The key to working these problems are the following relations:

\(\displaystyle (x,y)=(r\cos(\theta),r\sin(\theta))\)

\(\displaystyle x^2+y^2=r^2\)

The first is obtained directly from the definitions of the sine and cosine functions, while the second is a result of the Pythagorean theorem. Consider the following sketch:

View attachment 954

We have the point $(x,y)$ to which we draw a line segment from the origin, and lalbe its length as $r$. From the point we drop a vertical line segment to the $x$-axis (at the point $(x,0)$ and its length must be $y$.

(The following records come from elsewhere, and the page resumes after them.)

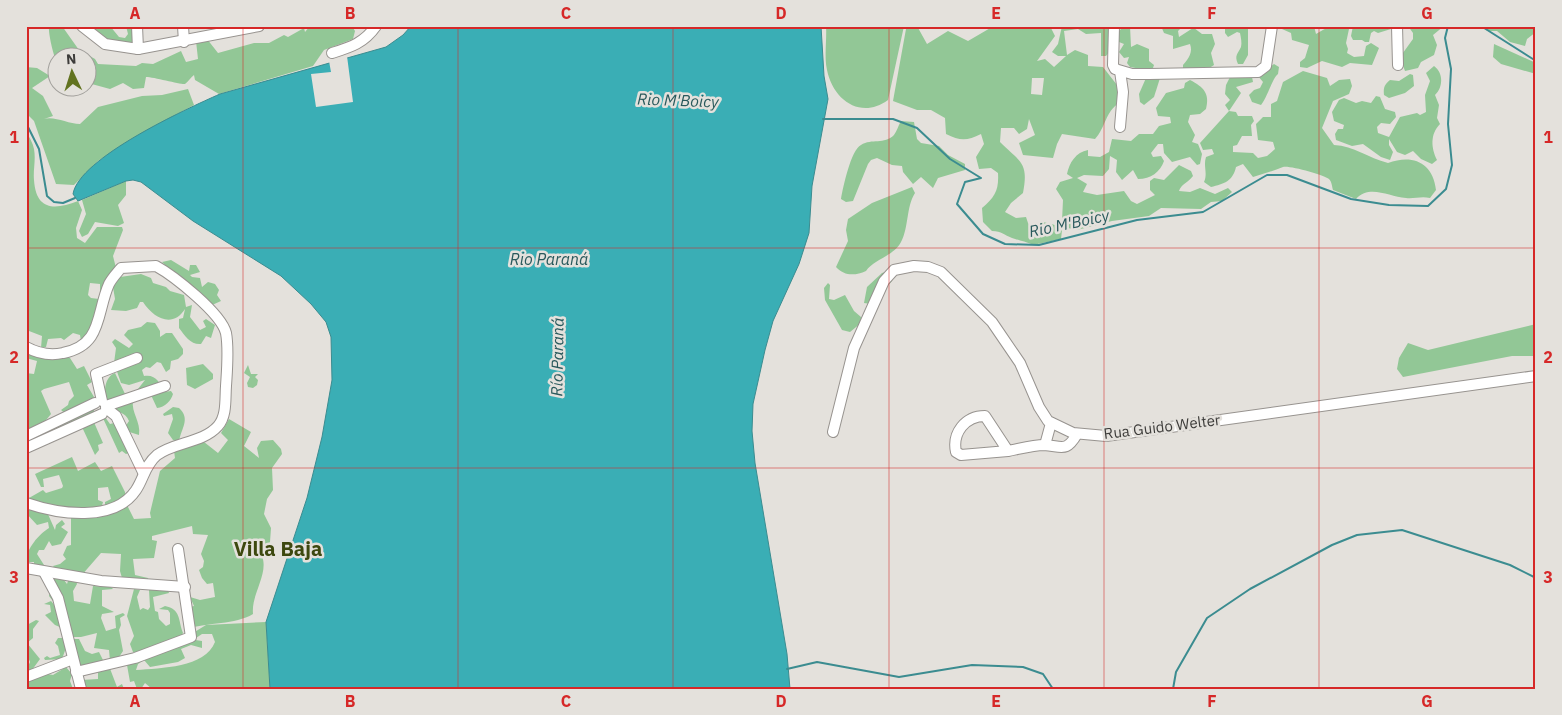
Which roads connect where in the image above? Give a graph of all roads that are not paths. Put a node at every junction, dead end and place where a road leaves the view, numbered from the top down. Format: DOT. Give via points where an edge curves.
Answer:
graph roads {
  1 [pos="82,26"];
  2 [pos="137,26"];
  3 [pos="183,26"];
  4 [pos="376,26"];
  5 [pos="1114,26"];
  6 [pos="1272,26"];
  7 [pos="1397,26"];
  8 [pos="253,27"];
  9 [pos="184,42"];
  10 [pos="138,49"];
  11 [pos="332,54"];
  12 [pos="1398,65"];
  13 [pos="1117,68"];
  14 [pos="1120,127"];
  15 [pos="26,348"];
  16 [pos="138,358"];
  17 [pos="1536,376"];
  18 [pos="165,386"];
  19 [pos="102,406"];
  20 [pos="1051,422"];
  21 [pos="833,432"];
  22 [pos="1077,434"];
  23 [pos="26,436"];
  24 [pos="1044,445"];
  25 [pos="26,448"];
  26 [pos="1008,451"];
  27 [pos="143,472"];
  28 [pos="26,503"];
  29 [pos="178,549"];
  30 [pos="26,568"];
  31 [pos="44,572"];
  32 [pos="185,587"];
  33 [pos="74,660"];
  34 [pos="76,672"];
  35 [pos="26,677"];
  36 [pos="81,689"];
  1 -- 10 [label="street" via="105,44"];
  2 -- 10 [label="street"];
  3 -- 9 [label="street"];
  4 -- 11 [label="street" via="356,46"];
  5 -- 13 [label="street"];
  6 -- 13 [label="street" via="1264,69 1250,73 1150,74"];
  7 -- 12 [label="street"];
  8 -- 9 [label="street"];
  9 -- 10 [label="street"];
  13 -- 14 [label="street" via="1123,92"];
  15 -- 27 [label="street" via="47,355 76,350 86,343 96,330 110,283 121,268 156,266 204,303 226,332 224,414 211,432 162,451"];
  16 -- 19 [label="street" via="96,374"];
  17 -- 22 [label="street, Rua Guido Welter" via="1106,436"];
  18 -- 19 [label="street"];
  19 -- 23 [label="street"];
  19 -- 25 [label="street"];
  19 -- 27 [label="street" via="116,416"];
  20 -- 21 [label="street" via="1044,417 1020,363 992,322 941,272 914,266 894,270 884,281 854,348"];
  20 -- 22 [label="street, Rua Guido Welter"];
  20 -- 24 [label="street"];
  22 -- 24 [label="street" via="1067,447"];
  24 -- 26 [label="street"];
  26 -- 26 [label="street" via="961,455 955,447 958,431 966,422 985,416"];
  27 -- 28 [label="street" via="135,491 117,507 63,511"];
  29 -- 32 [label="street"];
  30 -- 31 [label="street"];
  31 -- 32 [label="street" via="111,582"];
  31 -- 33 [label="street" via="58,598"];
  32 -- 34 [label="street" via="190,638 114,664"];
  33 -- 34 [label="street"];
  33 -- 35 [label="street"];
  34 -- 36 [label="street"];
}
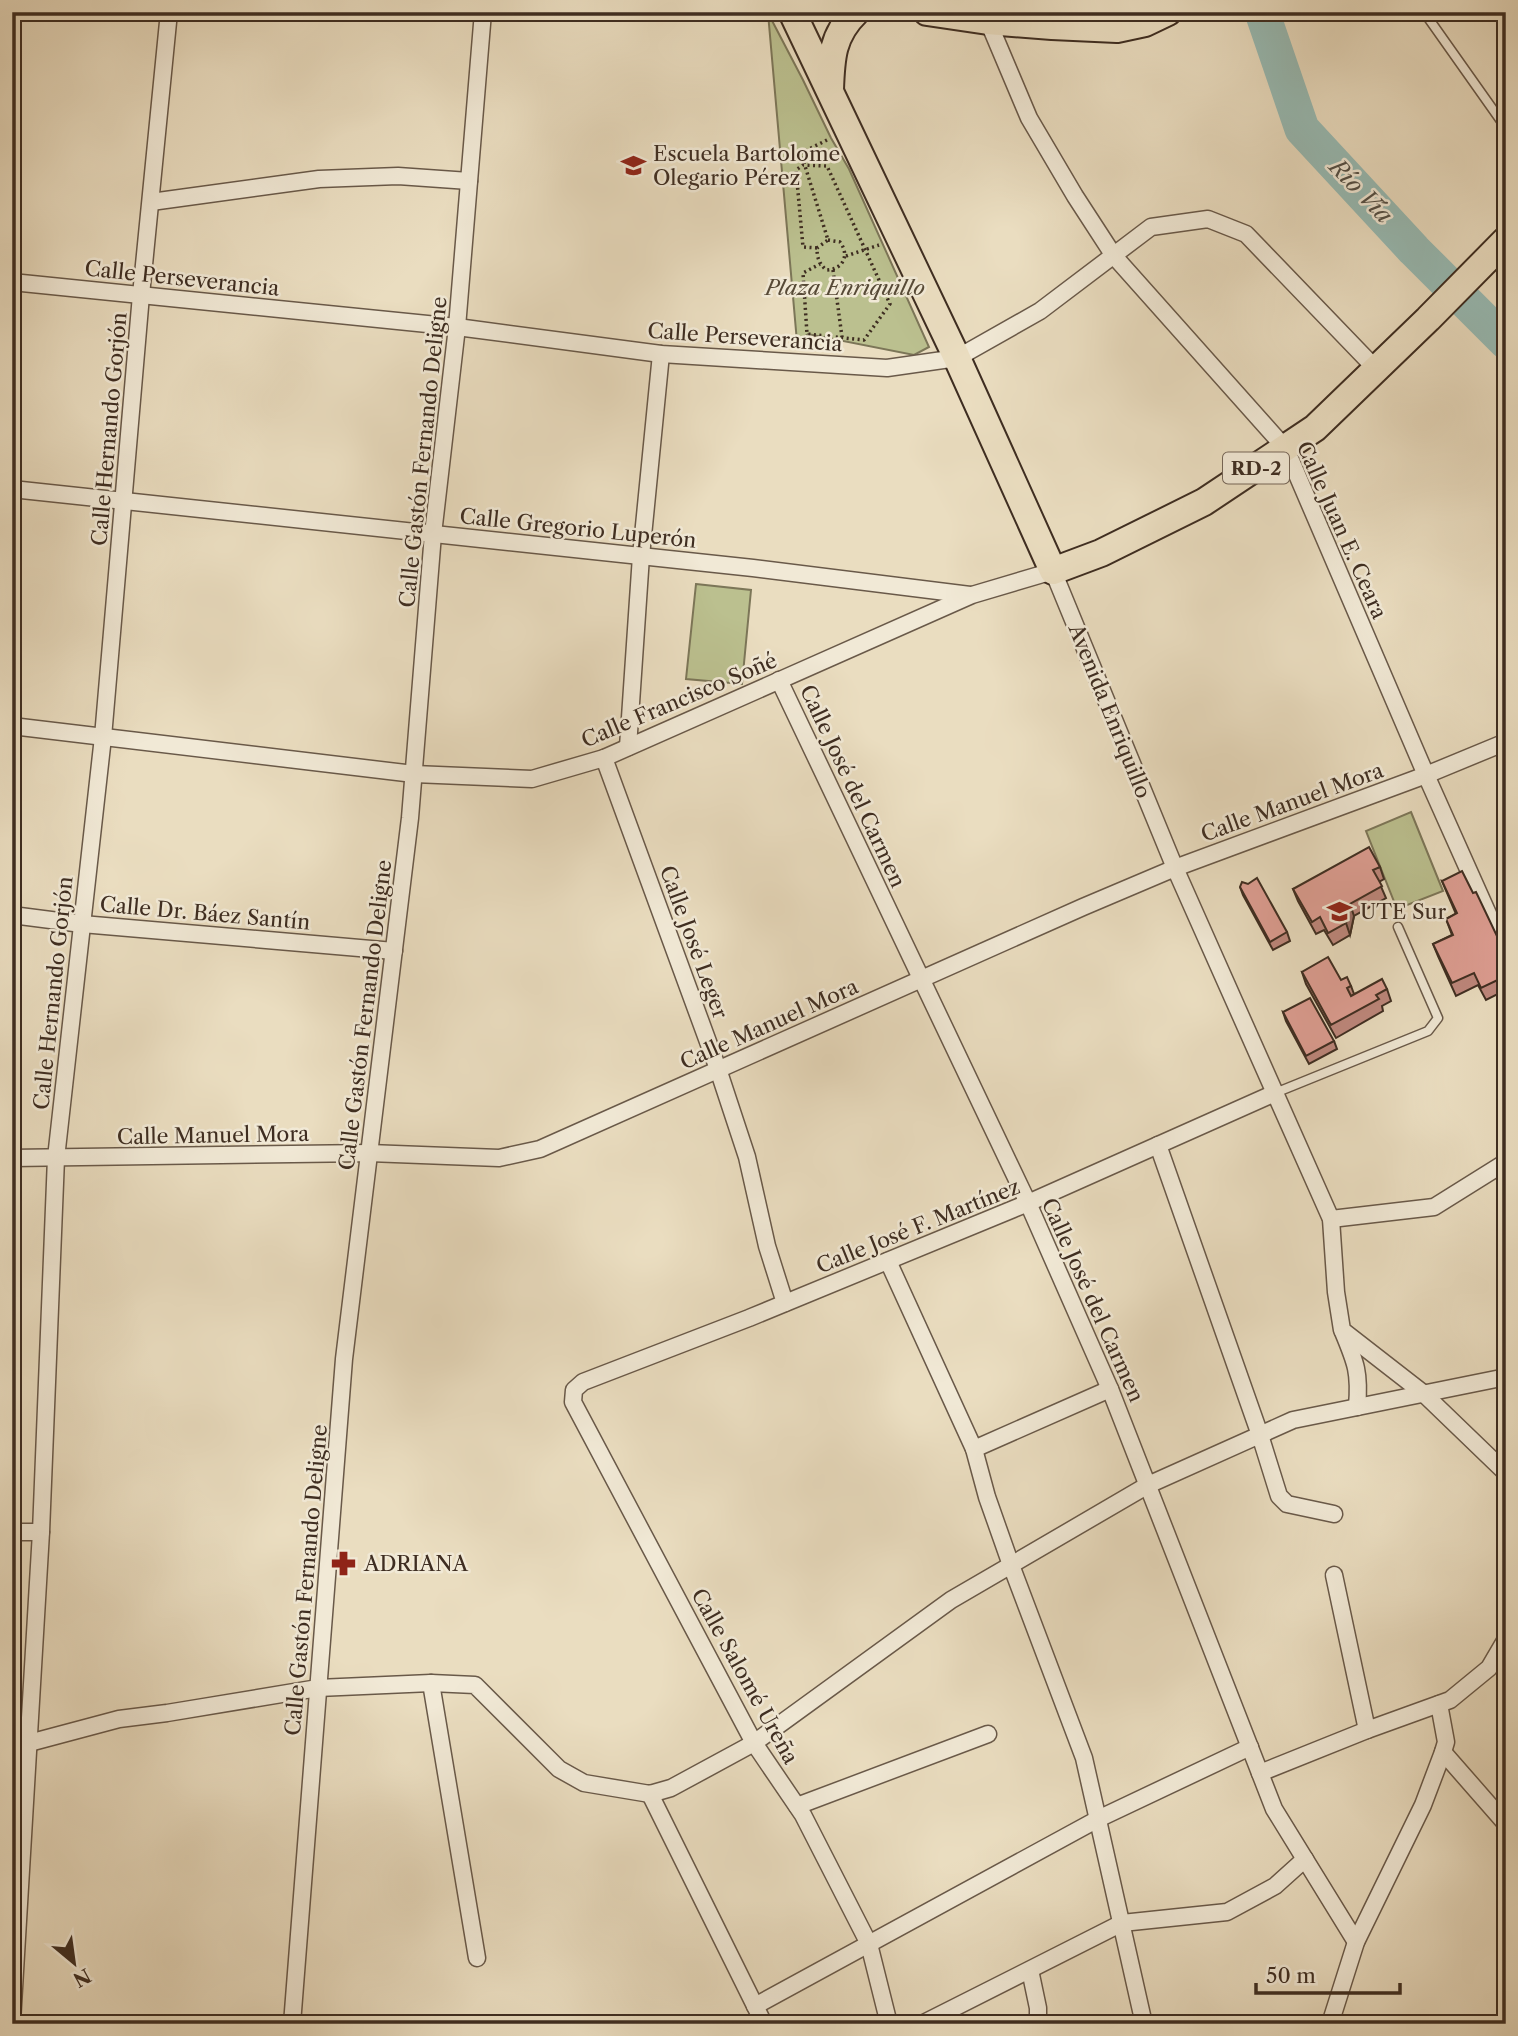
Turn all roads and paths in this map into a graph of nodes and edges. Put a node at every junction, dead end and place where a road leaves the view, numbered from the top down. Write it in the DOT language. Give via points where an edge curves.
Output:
graph roads {
  1 [pos="169,12"];
  2 [pos="483,12"];
  3 [pos="792,12"];
  4 [pos="856,12"];
  5 [pos="927,12"];
  6 [pos="1168,12"];
  7 [pos="1424,12"];
  8 [pos="988,21"];
  9 [pos="830,91"];
  10 [pos="1506,128"];
  11 [pos="831,138"];
  12 [pos="803,165"];
  13 [pos="469,181"];
  14 [pos="150,202"];
  15 [pos="828,240"];
  16 [pos="1506,240"];
  17 [pos="879,244"];
  18 [pos="817,248"];
  19 [pos="864,249"];
  20 [pos="846,256"];
  21 [pos="1114,256"];
  22 [pos="820,264"];
  23 [pos="833,270"];
  24 [pos="12,282"];
  25 [pos="141,295"];
  26 [pos="457,327"];
  27 [pos="842,337"];
  28 [pos="661,354"];
  29 [pos="957,358"];
  30 [pos="1376,369"];
  31 [pos="1286,449"];
  32 [pos="12,489"];
  33 [pos="123,501"];
  34 [pos="433,534"];
  35 [pos="641,556"];
  36 [pos="1053,571"];
  37 [pos="972,595"];
  38 [pos="779,680"];
  39 [pos="12,726"];
  40 [pos="103,737"];
  41 [pos="1506,742"];
  42 [pos="628,747"];
  43 [pos="604,758"];
  44 [pos="414,774"];
  45 [pos="1426,775"];
  46 [pos="1175,867"];
  47 [pos="12,915"];
  48 [pos="82,924"];
  49 [pos="1398,927"];
  50 [pos="394,951"];
  51 [pos="1506,954"];
  52 [pos="920,979"];
  53 [pos="718,1069"];
  54 [pos="1275,1093"];
  55 [pos="1158,1145"];
  56 [pos="369,1153"];
  57 [pos="12,1158"];
  58 [pos="56,1158"];
  59 [pos="1506,1162"];
  60 [pos="1028,1203"];
  61 [pos="1331,1219"];
  62 [pos="888,1261"];
  63 [pos="785,1303"];
  64 [pos="1342,1330"];
  65 [pos="1506,1377"];
  66 [pos="1110,1389"];
  67 [pos="574,1390"];
  68 [pos="1423,1393"];
  69 [pos="1357,1407"];
  70 [pos="1260,1435"];
  71 [pos="974,1449"];
  72 [pos="1506,1473"];
  73 [pos="1148,1485"];
  74 [pos="1334,1514"];
  75 [pos="12,1532"];
  76 [pos="41,1532"];
  77 [pos="1011,1565"];
  78 [pos="1334,1575"];
  79 [pos="1506,1639"];
  80 [pos="431,1684"];
  81 [pos="318,1688"];
  82 [pos="1439,1704"];
  83 [pos="1367,1730"];
  84 [pos="988,1734"];
  85 [pos="29,1743"];
  86 [pos="754,1743"];
  87 [pos="1250,1747"];
  88 [pos="1443,1752"];
  89 [pos="1260,1773"];
  90 [pos="19,1783"];
  91 [pos="650,1794"];
  92 [pos="797,1805"];
  93 [pos="1098,1819"];
  94 [pos="1506,1824"];
  95 [pos="1305,1858"];
  96 [pos="1122,1923"];
  97 [pos="1356,1942"];
  98 [pos="869,1944"];
  99 [pos="477,1958"];
  100 [pos="1030,1970"];
  101 [pos="755,2006"];
  102 [pos="12,2022"];
  103 [pos="292,2024"];
  104 [pos="764,2024"];
  105 [pos="889,2024"];
  106 [pos="922,2024"];
  107 [pos="1038,2024"];
  108 [pos="1144,2024"];
  109 [pos="1330,2024"];
  1 -- 14 [label="street, Calle Hernando Gorjón"];
  2 -- 13 [label="street, Calle Gastón Fernando Deligne"];
  3 -- 9 [label="main road, Avenida Enriquillo"];
  4 -- 9 [label="main road" via="834,46"];
  5 -- 8 [label="main road"];
  6 -- 8 [label="main road" via="1117,29"];
  7 -- 10 [label="lane"];
  8 -- 21 [label="street, Calle Juan E. Ceara" via="1029,118"];
  9 -- 29 [label="main road, Avenida Enriquillo"];
  11 -- 12 [label="path" via="801,153"];
  12 -- 15 [label="path"];
  12 -- 18 [label="path" via="796,170 803,247"];
  12 -- 19 [label="path" via="827,166"];
  13 -- 14 [label="street" via="398,176 319,179"];
  13 -- 26 [label="street, Calle Gastón Fernando Deligne"];
  14 -- 25 [label="street, Calle Hernando Gorjón"];
  15 -- 18 [label="path"];
  15 -- 20 [label="path" via="841,242"];
  16 -- 30 [label="main road, RD-2"];
  17 -- 19 [label="path"];
  18 -- 22 [label="path"];
  19 -- 20 [label="path"];
  19 -- 27 [label="path" via="890,304 864,340"];
  20 -- 23 [label="path"];
  21 -- 29 [label="street, Calle Perseverancia" via="1040,311"];
  21 -- 30 [label="street, Calle Perseverancia" via="1151,227 1208,219 1246,233"];
  21 -- 31 [label="street, Calle Juan E. Ceara"];
  22 -- 23 [label="path"];
  22 -- 27 [label="path" via="803,273 807,334"];
  23 -- 27 [label="path"];
  24 -- 25 [label="street, Calle Perseverancia"];
  25 -- 26 [label="street, Calle Perseverancia"];
  25 -- 33 [label="street, Calle Hernando Gorjón"];
  26 -- 28 [label="street, Calle Perseverancia"];
  26 -- 34 [label="street, Calle Gastón Fernando Deligne"];
  28 -- 29 [label="street, Calle Perseverancia" via="887,368"];
  28 -- 35 [label="street"];
  29 -- 36 [label="main road, Avenida Enriquillo"];
  30 -- 31 [label="main road, RD-2" via="1315,428"];
  31 -- 36 [label="main road, RD-2" via="1204,502 1101,553"];
  31 -- 45 [label="street, Calle Juan E. Ceara"];
  32 -- 33 [label="street, Calle Gregorio Luperón"];
  33 -- 34 [label="street, Calle Gregorio Luperón"];
  33 -- 40 [label="street, Calle Hernando Gorjón"];
  34 -- 35 [label="street, Calle Gregorio Luperón"];
  34 -- 44 [label="street, Calle Gastón Fernando Deligne"];
  35 -- 37 [label="street, Calle Gregorio Luperón"];
  35 -- 42 [label="street"];
  36 -- 37 [label="street, Calle Francisco Soñé"];
  36 -- 46 [label="street, Avenida Enriquillo"];
  37 -- 38 [label="street, Calle Francisco Soñé"];
  38 -- 42 [label="street, Calle Francisco Soñé"];
  38 -- 52 [label="street, Calle José del Carmen"];
  39 -- 40 [label="street, Calle Francisco Soñé"];
  40 -- 44 [label="street, Calle Francisco Soñé"];
  40 -- 48 [label="street, Calle Hernando Gorjón"];
  41 -- 45 [label="street, Calle Manuel Mora"];
  42 -- 43 [label="street, Calle Francisco Soñé"];
  43 -- 44 [label="street, Calle Francisco Soñé" via="532,779"];
  43 -- 53 [label="street, Calle José Leger"];
  44 -- 50 [label="street, Calle Gastón Fernando Deligne"];
  45 -- 46 [label="street, Calle Manuel Mora"];
  45 -- 51 [label="street, Calle Juan E. Ceara"];
  46 -- 52 [label="street, Calle Manuel Mora"];
  46 -- 54 [label="street, Avenida Enriquillo"];
  47 -- 48 [label="street, Calle Dr. Báez Santín"];
  48 -- 50 [label="street, Calle Dr. Báez Santín"];
  48 -- 58 [label="street, Calle Hernando Gorjón"];
  49 -- 54 [label="lane" via="1438,1018 1428,1031"];
  50 -- 56 [label="street, Calle Gastón Fernando Deligne"];
  52 -- 53 [label="street, Calle Manuel Mora"];
  52 -- 60 [label="street, Calle José del Carmen"];
  53 -- 56 [label="street, Calle Manuel Mora" via="540,1149 499,1158"];
  53 -- 63 [label="street, Calle José Leger" via="747,1157"];
  54 -- 55 [label="street, Calle José F. Martínez"];
  54 -- 61 [label="street, Avenida Enriquillo"];
  55 -- 60 [label="street, Calle José F. Martínez"];
  55 -- 70 [label="street"];
  56 -- 58 [label="street, Calle Manuel Mora"];
  56 -- 81 [label="street, Calle Gastón Fernando Deligne" via="345,1359"];
  57 -- 58 [label="street, Calle Manuel Mora"];
  58 -- 76 [label="street, Calle Hernando Gorjón"];
  59 -- 61 [label="street" via="1434,1207"];
  60 -- 62 [label="street, Calle José F. Martínez"];
  60 -- 66 [label="street, Calle José del Carmen"];
  61 -- 64 [label="street, Avenida Enriquillo"];
  62 -- 63 [label="street, Calle José F. Martínez"];
  62 -- 71 [label="street"];
  63 -- 67 [label="street, Calle José F. Martínez" via="583,1382"];
  64 -- 68 [label="street"];
  64 -- 69 [label="street, Avenida Enriquillo" via="1356,1362"];
  65 -- 68 [label="street"];
  66 -- 71 [label="street"];
  66 -- 73 [label="street, Calle José del Carmen"];
  67 -- 86 [label="street, Calle Salomé Ureña" via="573,1402"];
  68 -- 69 [label="street"];
  68 -- 72 [label="street"];
  69 -- 70 [label="street" via="1293,1420"];
  70 -- 73 [label="street"];
  70 -- 74 [label="street" via="1279,1496 1287,1504"];
  71 -- 77 [label="street"];
  73 -- 77 [label="street"];
  73 -- 87 [label="street, Calle José del Carmen"];
  75 -- 76 [label="street"];
  76 -- 85 [label="street, Calle Hernando Gorjón"];
  77 -- 86 [label="street" via="951,1600"];
  77 -- 93 [label="street" via="1084,1758"];
  78 -- 83 [label="street"];
  79 -- 82 [label="street" via="1489,1668"];
  80 -- 81 [label="street"];
  80 -- 91 [label="street" via="475,1685 559,1769 584,1783"];
  80 -- 99 [label="street"];
  81 -- 85 [label="street" via="119,1719"];
  81 -- 103 [label="street, Calle Gastón Fernando Deligne"];
  82 -- 83 [label="street"];
  82 -- 88 [label="street" via="1446,1742"];
  83 -- 89 [label="street"];
  84 -- 92 [label="street"];
  85 -- 90 [label="street, Calle Hernando Gorjón"];
  86 -- 91 [label="street"];
  86 -- 92 [label="street, Calle Salomé Ureña"];
  87 -- 89 [label="street, Calle José del Carmen"];
  87 -- 93 [label="street"];
  88 -- 94 [label="street"];
  88 -- 97 [label="street" via="1423,1805"];
  89 -- 95 [label="street, Calle José del Carmen" via="1274,1809"];
  90 -- 102 [label="street, Calle Hernando Gorjón"];
  91 -- 101 [label="street"];
  92 -- 98 [label="street, Calle Salomé Ureña"];
  93 -- 96 [label="street"];
  93 -- 98 [label="street"];
  95 -- 96 [label="street" via="1275,1886 1227,1912"];
  95 -- 97 [label="street, Calle José del Carmen"];
  96 -- 100 [label="street"];
  96 -- 108 [label="street"];
  97 -- 109 [label="street"];
  98 -- 101 [label="street"];
  98 -- 105 [label="street, Calle Salomé Ureña"];
  100 -- 106 [label="street"];
  100 -- 107 [label="street"];
  101 -- 104 [label="street"];
}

Using the definition of the sine function on this right triangle, we find:

\(\displaystyle \sin(\theta)=\frac{\text{opposite}}{\text{hypotenuse}}=\frac{y}{r}\)

and so we find:

(1) \(\displaystyle y=r\sin(\theta)\)

Likewise, using the definition of the cosine function on this right triangle, we find:

\(\displaystyle \sin(\theta)=\frac{\text{adjacent}}{\text{hypotenuse}}=\frac{x}{r}\)

and so we find:

(2) \(\displaystyle x=r\cos(\theta)\)

We may also observe that:

\(\displaystyle \frac{y}{x}=\frac{r\sin(\theta)}{r\cos(\theta)}= \tan(\theta)\)

Hence:

(3) \(\displaystyle \theta=\tan^{-1}\left(\frac{y}{x} \right)\)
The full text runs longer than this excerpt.